None of the 12 patients reported on in this study had any complications (infections, axillary nerve injury, or loose body formation). The recurrence rate of 8 percent compares favorably with historic controls for patients with large bony defects. Although this is just a very short-term report and lacks a second-look arthroscopic evaluation, Dr. Kelly believes “this technique offers promise as at least a partial solution to a most difficult clinical problem.”
Arthroscopic Hill-Sachs remplissage
In Hill-Sachs “remplissage” (from the French for “filling”), the surgeon performs an arthroscopic posterior capsulodesis and infraspinatus tenodesis to fill the Hill-Sachs lesion, in addition to an arthroscopic anterior Bankart repair. According to the report presented by the team of Eugene M. Wolf, MD; Michael E. Pollack, MD; and Chad C. Smalley, MD, this additional procedure “provides an effective arthroscopic approach in those cases of anterior shoulder instability that present with the combination of glenoid bone loss and a Hill-Sachs lesion.”
Their study involved 27 patients who met those criteria, including eight in whom prior stabilization surgery had failed. Of the 24 patients available with a minimum 2-year follow-up, 22 were very satisfied; of these, 15 reported excellent results and 7 had good results. Two patients were rated with poor results. The eight patients in whom prior surgery had failed were without recurrence at follow-up. There were two recent dislocations, one due to a motorcycle accident and the other resulting from a wrestling match.
“The Hill-Sachs remplissage is similar to an arthroscopic repair of a partial thickness, articular surface rotator cuff tear,” reported Dr. Wolf. “We have used different types of anchors, but the principle remains the same: the fixation of the conjoined infraspinatus tendon and posterior capsule to the abraded surface of the Hill-Sachs lesion.”

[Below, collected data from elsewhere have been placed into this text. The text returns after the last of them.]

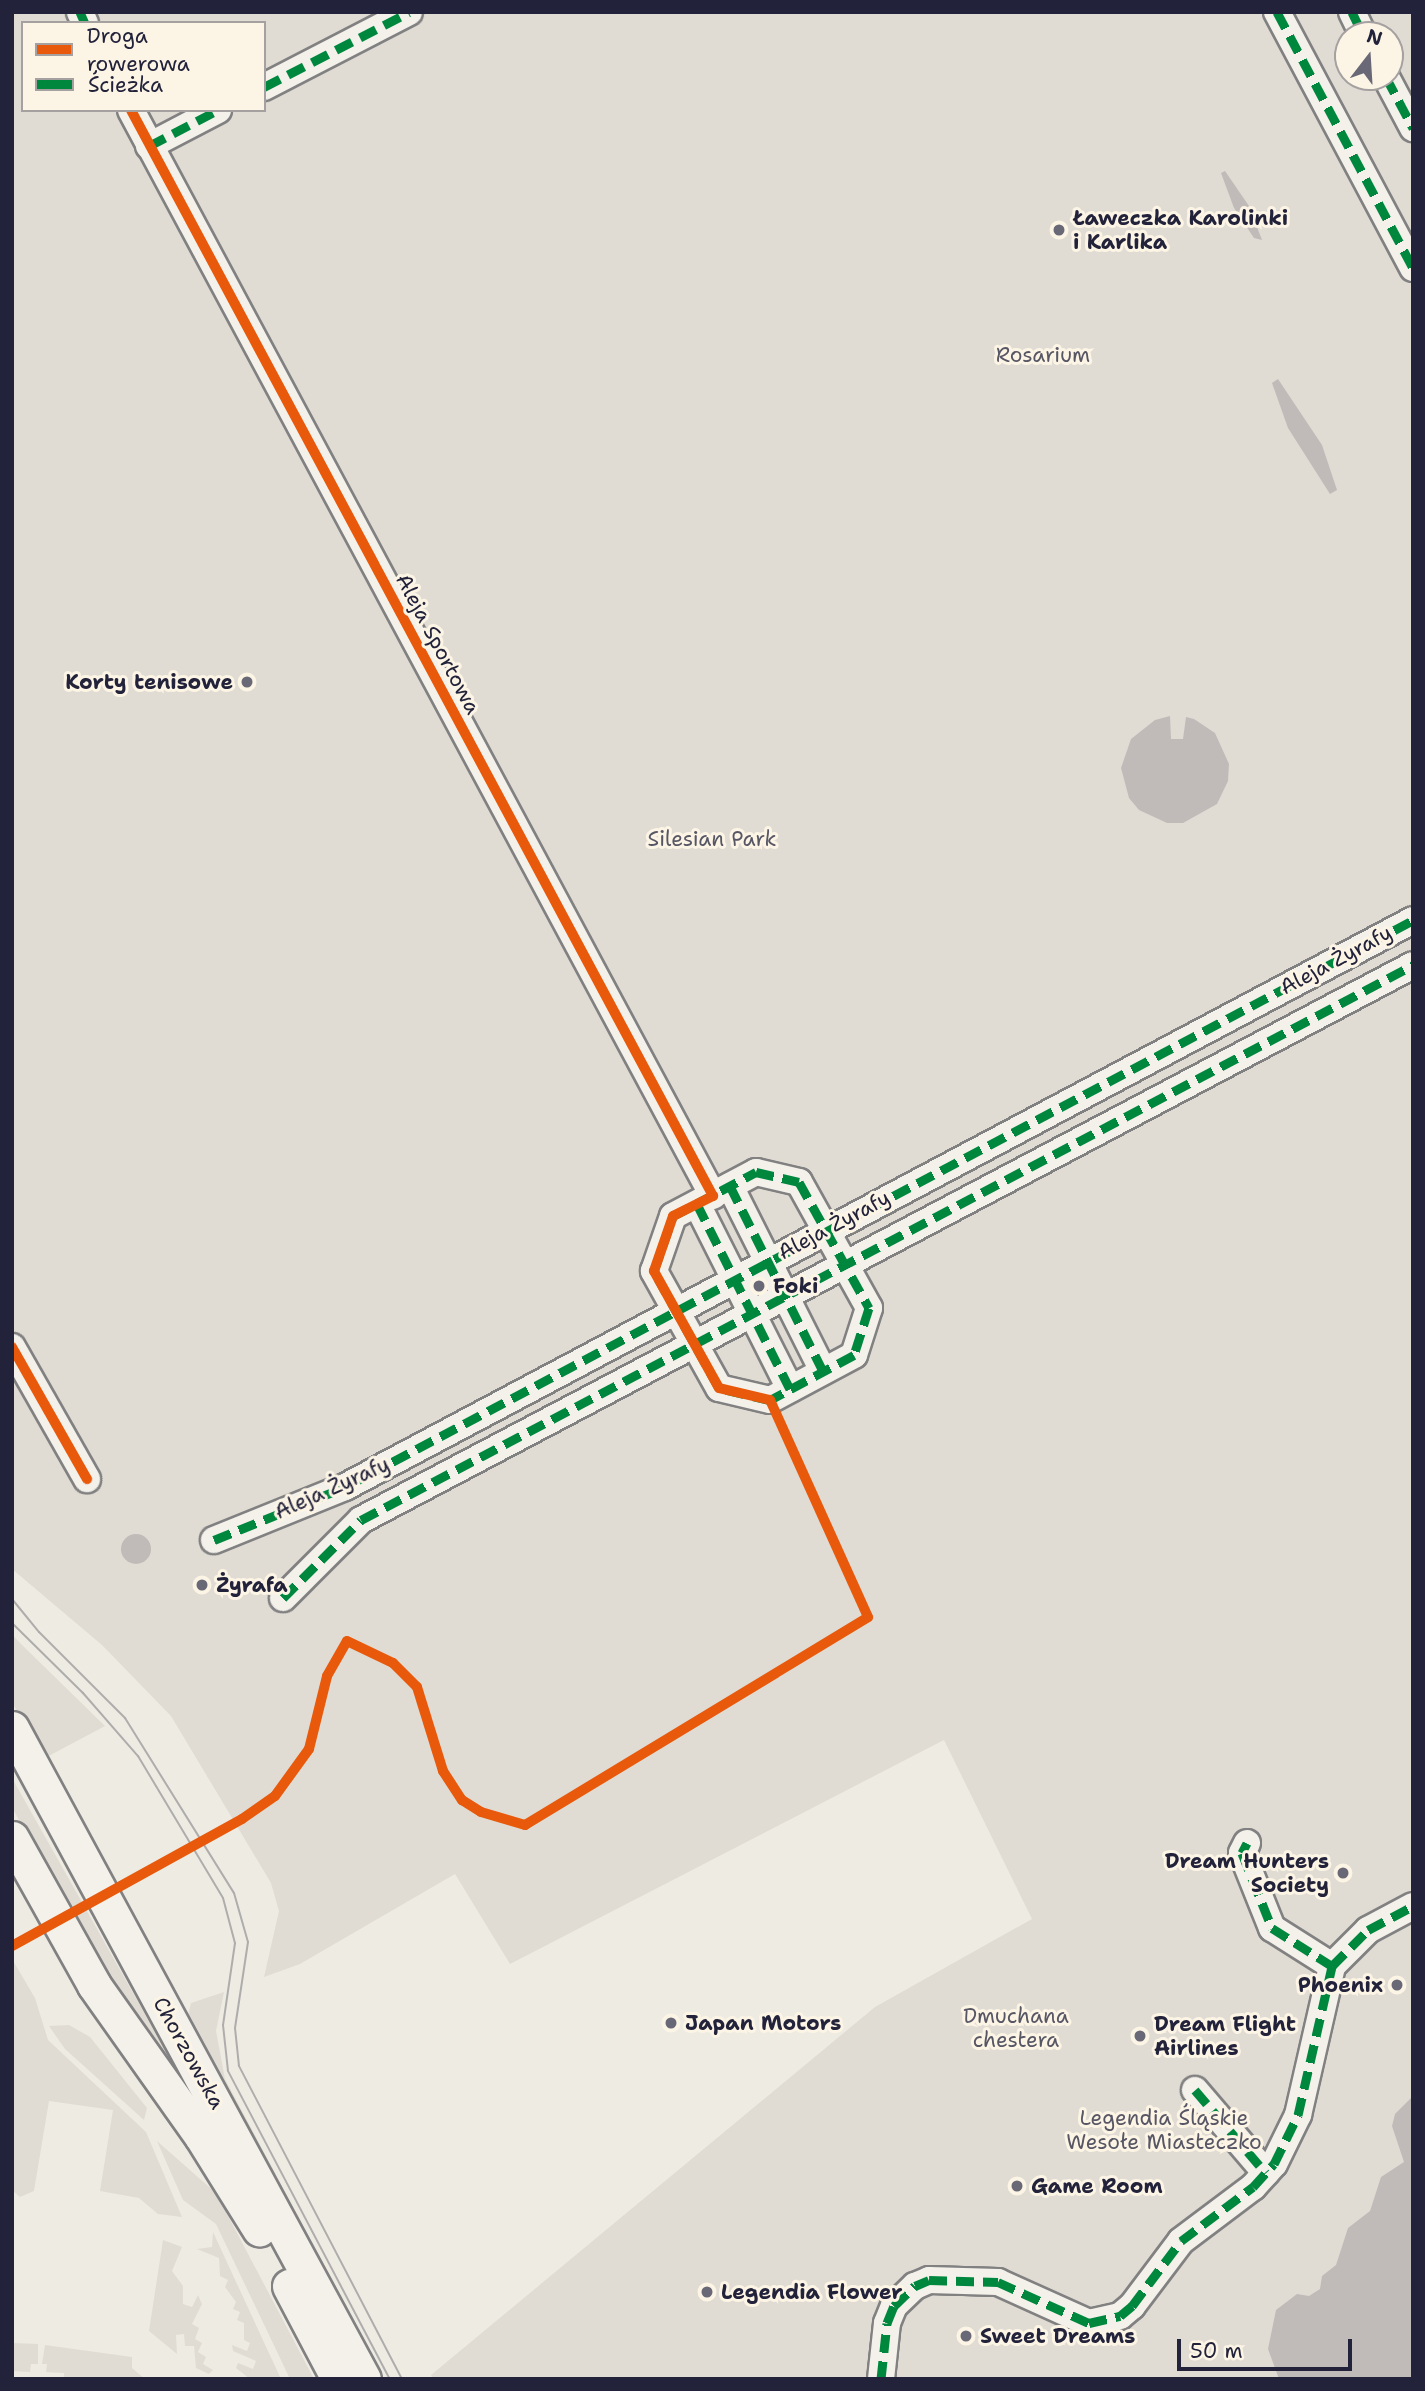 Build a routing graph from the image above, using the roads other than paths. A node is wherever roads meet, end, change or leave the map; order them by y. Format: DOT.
graph roads {
  1 [pos="409,12"];
  2 [pos="1277,12"];
  3 [pos="266,85"];
  4 [pos="1393,91"];
  5 [pos="132,112"];
  6 [pos="214,112"];
  7 [pos="1413,128"];
  8 [pos="149,146"];
  9 [pos="1413,268"];
  10 [pos="1413,920"];
  11 [pos="1413,965"];
  12 [pos="713,1195"];
  13 [pos="825,1230"];
  14 [pos="767,1261"];
  15 [pos="844,1265"];
  16 [pos="733,1279"];
  17 [pos="785,1295"];
  18 [pos="675,1309"];
  19 [pos="751,1313"];
  20 [pos="694,1343"];
  21 [pos="12,1347"];
  22 [pos="823,1371"];
  23 [pos="790,1389"];
  24 [pos="87,1479"];
  25 [pos="214,1540"];
  26 [pos="283,1598"];
  27 [pos="12,1728"];
  28 [pos="12,1838"];
  29 [pos="1247,1843"];
  30 [pos="1413,1906"];
  31 [pos="1332,1966"];
  32 [pos="1195,2090"];
  33 [pos="1266,2173"];
  34 [pos="338,2379"];
  35 [pos="364,2379"];
  36 [pos="881,2379"];
  1 -- 3 [label="street"];
  2 -- 9 [label="street"];
  4 -- 7 [label="street"];
  5 -- 8 [label="street, Aleja Sportowa"];
  6 -- 8 [label="street"];
  8 -- 12 [label="street, Aleja Sportowa"];
  10 -- 13 [label="street, Aleja Żyrafy"];
  11 -- 15 [label="street, Aleja Żyrafy"];
  12 -- 13 [label="street"];
  12 -- 14 [label="street"];
  12 -- 16 [label="street"];
  12 -- 18 [label="street"];
  13 -- 14 [label="street, Aleja Żyrafy"];
  13 -- 15 [label="street"];
  14 -- 16 [label="street, Aleja Żyrafy"];
  14 -- 17 [label="street"];
  15 -- 17 [label="street, Aleja Żyrafy"];
  15 -- 22 [label="street"];
  16 -- 18 [label="street, Aleja Żyrafy"];
  16 -- 19 [label="street"];
  17 -- 19 [label="street, Aleja Żyrafy"];
  17 -- 22 [label="street"];
  18 -- 20 [label="street"];
  18 -- 25 [label="street, Aleja Żyrafy"];
  19 -- 20 [label="street, Aleja Żyrafy"];
  19 -- 23 [label="street"];
  20 -- 23 [label="street"];
  20 -- 26 [label="street, Aleja Żyrafy"];
  21 -- 24 [label="street"];
  22 -- 23 [label="street"];
  27 -- 35 [label="main road, Chorzowska"];
  28 -- 34 [label="main road, Chorzowska"];
  29 -- 31 [label="street"];
  30 -- 31 [label="street"];
  31 -- 33 [label="street"];
  32 -- 33 [label="street"];
  33 -- 36 [label="street"];
}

The technique involves three portals: a posterior inferior portal, located laterally over the Hill-Sachs lesion; an interior inferior portal, which serves as the primary anterior working portal for the repair of any anterior labral lesions; and an anterior superior viewing portal at the anterior margin of the acromion.
After freshening the surfaces of both the engaging Hill-Sachs lesion and the entire posterior capsule, the surgeon uses a smaller anchor cannula and obturator to pass through the infraspinatus and posterior capsule into the joint. Once the first anchor is in place, a penetrating grasper is used to pull one of the sutures from the joint at a point 1 cm from the anchor cannula’s entry point. A second anchor and suture are placed at the superior aspect of the Hill-Sachs lesion. Tying the sutures in the subdeltoid space draws the infraspinatus and posterior capsule to the abraded bony surfaces, thus filling the lesion.
“Filling the lesion effectively obliterates the Hill-Sachs lesion and converts it into an extra-articular lesion, thereby preventing engagement,” reported the authors. “There were no significant complications, and the concern that the remplissage would limit rotation did not materialize.”
Generally, an immobilizer is used for six weeks after surgery, but patients are allowed out for “controlled” activities, such as eating, showering, and computer use, provided the arm is not abducted and does not go beyond neutral rotation. Active and resistive range-of-motion exercises begin at 6 weeks, but “at risk” work activities and contact sports are prohibited for at least 6 months.
During subsequent arthroscopic procedures in two patients, surgeons were able to take a second look at the remplissage results. In both patients, the capsule and tendons had healed into the Hill-Sachs lesion. “Remplissage is an effective approach to a difficult subgroup of instability patients with a significant potential for failure of a standard arthroscopic Bankart,” concluded the authors.